The proposed turbidity-concentration relationships showed similar R2 values. Considering that the size of the particles that were used for the suspended sediment injection was smaller than 0.044 mm, it was difficult to estimate the concentration from turbidity when the average particle size was increased by suspended substances other than the injected red clay. In particular, the section with low turbidity before suspended sediment injection exhibited a large deviation. Among the developed models, the RG model that showed the highest predictive power with no multicollinearity was used. Figure 13 shows the SSC that was estimated using the predicted turbidity by the model based on the presented turbidity-concentration relationship that is most commonly used (power-law).
In the case of the SSC that was estimated using the predicted turbidity by the developed model, the RMSE value ranged from 20 to 21 ppm, thus confirming the possibility of estimation of the SSC from color changes in images. In case of estimating the SSC based on this method, the predictive power is expected to further increase if larger amounts of data on SSC and turbidity are used.

4. Discussion

Figure 14 shows the vertical flow velocity distribution that was measured using ADCP-SL at the turbidity measurement position of 1 m upstream, and the horizontal flow velocity distribution that was measured using ADCP-M9 at the center of the channel 1 m downstream.
In the case of the mean velocity distribution in the vertical direction that was measured using ADCP, the section approximately 0.1 m from the water surface and the unmeasured section 0.1 m from the floor were excluded. It appears that the flow velocity decreased as the concentration and turbidity measuring instruments that were installed at 0.35 m from the floor at the upstream point 1 m from the flow velocity measurement point affected the flow. Except for this, the flow velocity distribution in a rectangular channel was observed. In the case of the horizontal flow velocity distribution, the highest flow velocity was observed at the center of the channel. Overall, a slightly higher flow velocity was observed on the left bank side because water was supplied by the pump that was located on the right side. When the vertical and horizontal distributions of the SSC were predicted from the color change of pixels in the images using the developed models, the SSC was found to increase as the water depth increased, and the conventional suspended sediment behavior with no significant difference in the horizontal direction was clearly observed (Figure 15).
The proposed models showed excellent predictive power, but the data of the section where sediment was injected were not used for model development. This is because the RGB band values at the same pixel coordinates changed during the injection of sediment because of significant changes in brightness and saturation. In addition, it could be confirmed that blue or green colored water changed to red colored water because of the injection of sediment under the initial condition. However, there were limitations in estimating the slight color changes in red and orange using the RGB values alone (Figure 16).
To address such limitations, it is necessary to determine the conditions for river sediment imaging, such as appropriate camera exposure information and ISO values, through additional experiments; or to conduct further analysis on HSB (that is the combination of the hue, saturation, and brightness that is required to analyze the additional colors of light), or analysis on YCbCr models that separate the brightness component (Y) and color difference information (Cb and Cr) from the RGB colors for expression.
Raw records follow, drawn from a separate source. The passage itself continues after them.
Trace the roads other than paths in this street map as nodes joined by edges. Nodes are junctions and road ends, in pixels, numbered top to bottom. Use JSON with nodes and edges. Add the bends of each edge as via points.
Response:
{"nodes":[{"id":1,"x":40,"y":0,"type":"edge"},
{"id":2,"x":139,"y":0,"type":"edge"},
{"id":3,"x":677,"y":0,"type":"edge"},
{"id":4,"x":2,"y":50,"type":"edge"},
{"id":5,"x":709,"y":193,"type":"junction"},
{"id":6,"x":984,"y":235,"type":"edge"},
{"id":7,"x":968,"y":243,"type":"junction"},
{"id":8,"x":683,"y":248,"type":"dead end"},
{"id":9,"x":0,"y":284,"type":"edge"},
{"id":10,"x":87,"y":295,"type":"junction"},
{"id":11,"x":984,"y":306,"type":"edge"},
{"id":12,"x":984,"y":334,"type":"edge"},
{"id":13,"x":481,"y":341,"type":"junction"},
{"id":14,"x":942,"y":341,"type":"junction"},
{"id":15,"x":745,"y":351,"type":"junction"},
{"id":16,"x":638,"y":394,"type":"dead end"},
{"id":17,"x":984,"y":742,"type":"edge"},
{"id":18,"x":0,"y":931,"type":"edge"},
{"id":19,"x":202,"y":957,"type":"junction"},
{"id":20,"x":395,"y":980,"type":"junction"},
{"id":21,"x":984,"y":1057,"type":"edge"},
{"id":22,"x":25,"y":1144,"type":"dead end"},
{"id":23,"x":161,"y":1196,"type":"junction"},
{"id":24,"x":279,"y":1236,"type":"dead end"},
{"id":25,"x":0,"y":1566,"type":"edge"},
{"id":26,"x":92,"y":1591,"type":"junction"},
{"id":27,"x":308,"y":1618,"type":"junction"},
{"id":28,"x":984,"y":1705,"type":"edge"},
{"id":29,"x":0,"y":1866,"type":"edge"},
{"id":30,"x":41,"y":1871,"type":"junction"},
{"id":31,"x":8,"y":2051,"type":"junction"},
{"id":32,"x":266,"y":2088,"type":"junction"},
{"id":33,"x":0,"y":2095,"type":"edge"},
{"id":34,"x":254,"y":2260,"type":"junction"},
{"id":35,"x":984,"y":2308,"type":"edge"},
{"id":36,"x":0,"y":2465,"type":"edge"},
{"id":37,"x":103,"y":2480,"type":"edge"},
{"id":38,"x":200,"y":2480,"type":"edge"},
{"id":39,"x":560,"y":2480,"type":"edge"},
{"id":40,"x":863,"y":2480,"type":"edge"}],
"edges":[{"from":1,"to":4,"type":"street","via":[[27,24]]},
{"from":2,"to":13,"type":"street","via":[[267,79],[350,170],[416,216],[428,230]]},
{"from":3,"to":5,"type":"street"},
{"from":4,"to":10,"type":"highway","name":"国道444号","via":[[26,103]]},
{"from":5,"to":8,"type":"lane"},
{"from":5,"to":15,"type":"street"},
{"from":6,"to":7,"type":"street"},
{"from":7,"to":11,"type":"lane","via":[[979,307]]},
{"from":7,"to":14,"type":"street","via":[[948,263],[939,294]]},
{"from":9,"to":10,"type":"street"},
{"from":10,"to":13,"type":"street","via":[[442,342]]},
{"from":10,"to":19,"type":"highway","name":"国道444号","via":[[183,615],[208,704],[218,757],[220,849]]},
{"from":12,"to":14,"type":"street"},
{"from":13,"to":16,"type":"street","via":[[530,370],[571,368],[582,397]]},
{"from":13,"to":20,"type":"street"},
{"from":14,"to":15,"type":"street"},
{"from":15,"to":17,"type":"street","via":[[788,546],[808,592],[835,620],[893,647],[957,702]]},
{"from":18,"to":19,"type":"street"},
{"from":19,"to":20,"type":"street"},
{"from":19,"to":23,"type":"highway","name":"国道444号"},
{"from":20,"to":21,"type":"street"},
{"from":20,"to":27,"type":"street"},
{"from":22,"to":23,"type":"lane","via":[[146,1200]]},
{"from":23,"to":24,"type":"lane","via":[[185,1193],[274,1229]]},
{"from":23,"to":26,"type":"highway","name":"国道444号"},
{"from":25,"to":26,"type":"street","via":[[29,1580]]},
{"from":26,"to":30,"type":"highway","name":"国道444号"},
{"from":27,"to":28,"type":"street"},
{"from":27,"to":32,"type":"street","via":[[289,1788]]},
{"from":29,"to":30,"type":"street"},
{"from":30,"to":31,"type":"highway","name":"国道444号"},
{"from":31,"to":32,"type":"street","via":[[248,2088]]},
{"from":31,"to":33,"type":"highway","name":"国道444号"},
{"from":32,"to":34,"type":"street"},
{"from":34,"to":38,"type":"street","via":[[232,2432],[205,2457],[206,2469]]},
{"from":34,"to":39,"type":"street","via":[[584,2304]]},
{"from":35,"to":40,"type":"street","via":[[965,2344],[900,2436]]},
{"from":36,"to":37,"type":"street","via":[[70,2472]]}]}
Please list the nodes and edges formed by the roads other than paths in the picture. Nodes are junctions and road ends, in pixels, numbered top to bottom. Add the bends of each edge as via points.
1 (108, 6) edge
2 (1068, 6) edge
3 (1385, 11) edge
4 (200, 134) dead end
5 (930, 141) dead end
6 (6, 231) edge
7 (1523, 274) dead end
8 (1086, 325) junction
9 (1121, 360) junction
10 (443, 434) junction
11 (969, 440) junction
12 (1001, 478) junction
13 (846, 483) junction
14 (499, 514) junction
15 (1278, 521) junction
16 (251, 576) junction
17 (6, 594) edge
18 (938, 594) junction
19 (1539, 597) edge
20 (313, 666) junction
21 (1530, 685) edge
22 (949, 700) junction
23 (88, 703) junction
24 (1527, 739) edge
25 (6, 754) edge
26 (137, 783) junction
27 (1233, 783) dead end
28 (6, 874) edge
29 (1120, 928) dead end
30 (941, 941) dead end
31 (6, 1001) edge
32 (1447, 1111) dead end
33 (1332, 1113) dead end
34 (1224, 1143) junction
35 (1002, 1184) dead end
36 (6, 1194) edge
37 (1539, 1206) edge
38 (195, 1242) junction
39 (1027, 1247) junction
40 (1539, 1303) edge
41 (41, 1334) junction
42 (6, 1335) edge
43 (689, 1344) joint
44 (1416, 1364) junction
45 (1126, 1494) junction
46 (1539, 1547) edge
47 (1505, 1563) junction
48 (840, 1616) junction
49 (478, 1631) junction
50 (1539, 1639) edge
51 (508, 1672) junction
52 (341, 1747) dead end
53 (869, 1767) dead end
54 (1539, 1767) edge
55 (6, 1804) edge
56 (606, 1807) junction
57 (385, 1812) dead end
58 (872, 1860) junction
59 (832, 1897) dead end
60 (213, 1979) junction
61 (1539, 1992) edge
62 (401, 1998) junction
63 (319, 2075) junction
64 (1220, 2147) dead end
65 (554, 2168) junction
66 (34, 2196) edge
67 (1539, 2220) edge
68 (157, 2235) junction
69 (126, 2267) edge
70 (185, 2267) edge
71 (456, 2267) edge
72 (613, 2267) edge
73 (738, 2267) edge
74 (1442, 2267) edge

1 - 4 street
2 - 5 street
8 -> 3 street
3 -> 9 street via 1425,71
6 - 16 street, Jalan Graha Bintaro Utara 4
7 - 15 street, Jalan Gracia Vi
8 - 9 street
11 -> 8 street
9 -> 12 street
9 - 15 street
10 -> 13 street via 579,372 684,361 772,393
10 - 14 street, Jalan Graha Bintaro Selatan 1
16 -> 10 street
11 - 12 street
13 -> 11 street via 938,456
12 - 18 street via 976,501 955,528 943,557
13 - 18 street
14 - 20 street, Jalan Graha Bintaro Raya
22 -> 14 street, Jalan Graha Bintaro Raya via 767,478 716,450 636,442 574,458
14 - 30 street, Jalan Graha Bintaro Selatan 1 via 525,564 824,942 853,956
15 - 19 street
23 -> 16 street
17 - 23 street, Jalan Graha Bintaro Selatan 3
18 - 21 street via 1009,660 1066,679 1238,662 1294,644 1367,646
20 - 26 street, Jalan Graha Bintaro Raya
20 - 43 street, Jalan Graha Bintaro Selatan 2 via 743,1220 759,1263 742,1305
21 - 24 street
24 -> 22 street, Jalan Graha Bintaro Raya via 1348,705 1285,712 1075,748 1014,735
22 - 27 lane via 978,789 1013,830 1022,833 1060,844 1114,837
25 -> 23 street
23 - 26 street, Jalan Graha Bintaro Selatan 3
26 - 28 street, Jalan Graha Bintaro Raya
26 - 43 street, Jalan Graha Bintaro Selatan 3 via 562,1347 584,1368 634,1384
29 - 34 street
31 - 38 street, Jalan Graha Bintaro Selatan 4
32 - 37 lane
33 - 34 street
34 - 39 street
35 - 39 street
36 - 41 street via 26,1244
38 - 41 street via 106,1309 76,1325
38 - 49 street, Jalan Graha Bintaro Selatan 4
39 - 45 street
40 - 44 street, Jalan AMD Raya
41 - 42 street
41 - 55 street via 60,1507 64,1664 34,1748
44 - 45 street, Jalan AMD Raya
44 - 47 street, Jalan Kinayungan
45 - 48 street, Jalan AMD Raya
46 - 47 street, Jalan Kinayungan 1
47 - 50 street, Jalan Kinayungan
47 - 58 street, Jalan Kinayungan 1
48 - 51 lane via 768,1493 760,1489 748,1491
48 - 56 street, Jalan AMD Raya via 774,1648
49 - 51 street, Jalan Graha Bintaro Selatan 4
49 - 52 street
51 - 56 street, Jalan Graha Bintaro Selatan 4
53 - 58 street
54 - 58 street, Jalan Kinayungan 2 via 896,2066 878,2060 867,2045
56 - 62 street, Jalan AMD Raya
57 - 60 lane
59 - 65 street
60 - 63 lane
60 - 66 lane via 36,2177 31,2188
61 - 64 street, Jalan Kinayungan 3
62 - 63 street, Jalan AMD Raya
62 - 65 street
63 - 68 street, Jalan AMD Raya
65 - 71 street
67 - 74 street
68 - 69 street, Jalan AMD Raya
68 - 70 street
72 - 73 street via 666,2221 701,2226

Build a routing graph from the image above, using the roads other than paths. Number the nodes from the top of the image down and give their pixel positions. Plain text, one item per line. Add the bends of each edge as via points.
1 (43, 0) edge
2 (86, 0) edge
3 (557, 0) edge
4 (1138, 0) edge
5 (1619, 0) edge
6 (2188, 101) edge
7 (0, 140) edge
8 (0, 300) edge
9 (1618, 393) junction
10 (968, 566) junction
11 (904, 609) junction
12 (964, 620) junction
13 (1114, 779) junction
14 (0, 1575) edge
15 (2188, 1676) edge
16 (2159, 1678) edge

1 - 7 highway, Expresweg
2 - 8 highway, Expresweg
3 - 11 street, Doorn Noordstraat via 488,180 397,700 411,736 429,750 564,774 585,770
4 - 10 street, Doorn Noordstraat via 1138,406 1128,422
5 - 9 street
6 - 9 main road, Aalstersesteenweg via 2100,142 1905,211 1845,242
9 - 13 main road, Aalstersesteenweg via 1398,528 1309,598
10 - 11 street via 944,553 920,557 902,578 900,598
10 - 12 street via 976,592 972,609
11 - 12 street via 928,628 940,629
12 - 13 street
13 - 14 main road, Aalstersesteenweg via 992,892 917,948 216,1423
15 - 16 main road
In the case of the proposed method for estimating the SSC from color changes in images, it can be concluded that additional experiments and research are required for its actual application to rivers. First, while the experiment that was performed in this study used red clay that causes relatively clear color changes, additional experiments will be required for: (1) the suspended sediment condition that causes relatively small color changes in water (for example, sand); (2) the condition that considers particles with various particle size distributions at the same time; and (3) the condition without a constant flow. Considering the time difference between the turbidity and concentration measurement results and the images that were captured at the same time, image capturing in the direction that is perpendicular to the flow appears to be better than image capturing in the direction that is opposite to the flow. It is also deemed necessary to adjust the position of image capturing considering that RGB values severely fluctuate during the injection of sediment. In the future, additional experiments and research can be conducted using the information and various analysis methods presented above, including various image analysis methods, data analysis methods, and the method of measuring the SSC based on the ADCP backscatter intensity.

5. Conclusions

In this study, an experiment for estimating the SSC from color changes in underwater images was performed to develop a more economical and safer sediment measurement and monitoring method than the conventional methods. At a 32 m point, 828 turbidity data were captured every 2 s using WQC-30, and 1642 concentration data were captured every second using LISST in a 50 m circulating channel. Water mixed with red clay at three different concentrations (25, 50, and 75 gr/L) was injected for inducing color changes in underwater images according to the SSC, and the experiment was then conducted. Changes in the RGB and gray scale values were analyzed by extracting underwater images, and multiple linear regression models for turbidity prediction were developed using the results that were obtained from the images and turbidity measurement results. Using 502 data points, 45 models were developed for the five combinations of RGB and gray scale values at nine pixels that presented high predictive power for turbidity (adjusted R-squared > 0.91), and the models that were developed using the data obtained from the pixels corresponding to the turbidity measurement position particularly showed excellent predictive power. When the models were verified using the remaining 180 verification data points, they showed excellent RMSE values of approximately 4 NTU. Due to some models exhibiting multi-collinearity (VIF > 10), turbidity prediction was finally performed by applying the model incorporating red and green bands. In addition, three turbidity-concentration relationships were suggested using the data that were used for model development and verification. These relationships showed a similar explanatory power (R2 ≈ 0.7); however, they showed less correlations when the average particle size was large before the injection of the red clay mixture or when other suspended matter was mixed in large quantities. Finally, the concentration results that were predicted using the proposed turbidity model and the most commonly used turbidity-concentration relationship that were obtained from the experiment results showed satisfactory prediction results (RMSE ≈ 20 ppm), compared to the measured concentration results.
For the actual application of the proposed methodology, it is necessary to conduct additional experiments and research considering various experimental conditions and analysis methods. The experimental results, however, have confirmed that the SSC can be monitored from the color changes in underwater images if measurements are continuously performed at fixed points. Monitoring the SSC through underwater image processing is a promising technology, and some of the existing impediments to continuous sediment measurements for river management can be eliminated through additional research and experiments.

Author Contributions

Conceptualization, W.K.; formal analysis, W.K., K.L. and J.K.; writing—review and editing, W.K. All authors have read and agreed to the published version of the manuscript.

Funding

This research was supported by the National Research Foundation of Korea (NRF) grant funded by the Korea government (No. 2021R1C1C101040411).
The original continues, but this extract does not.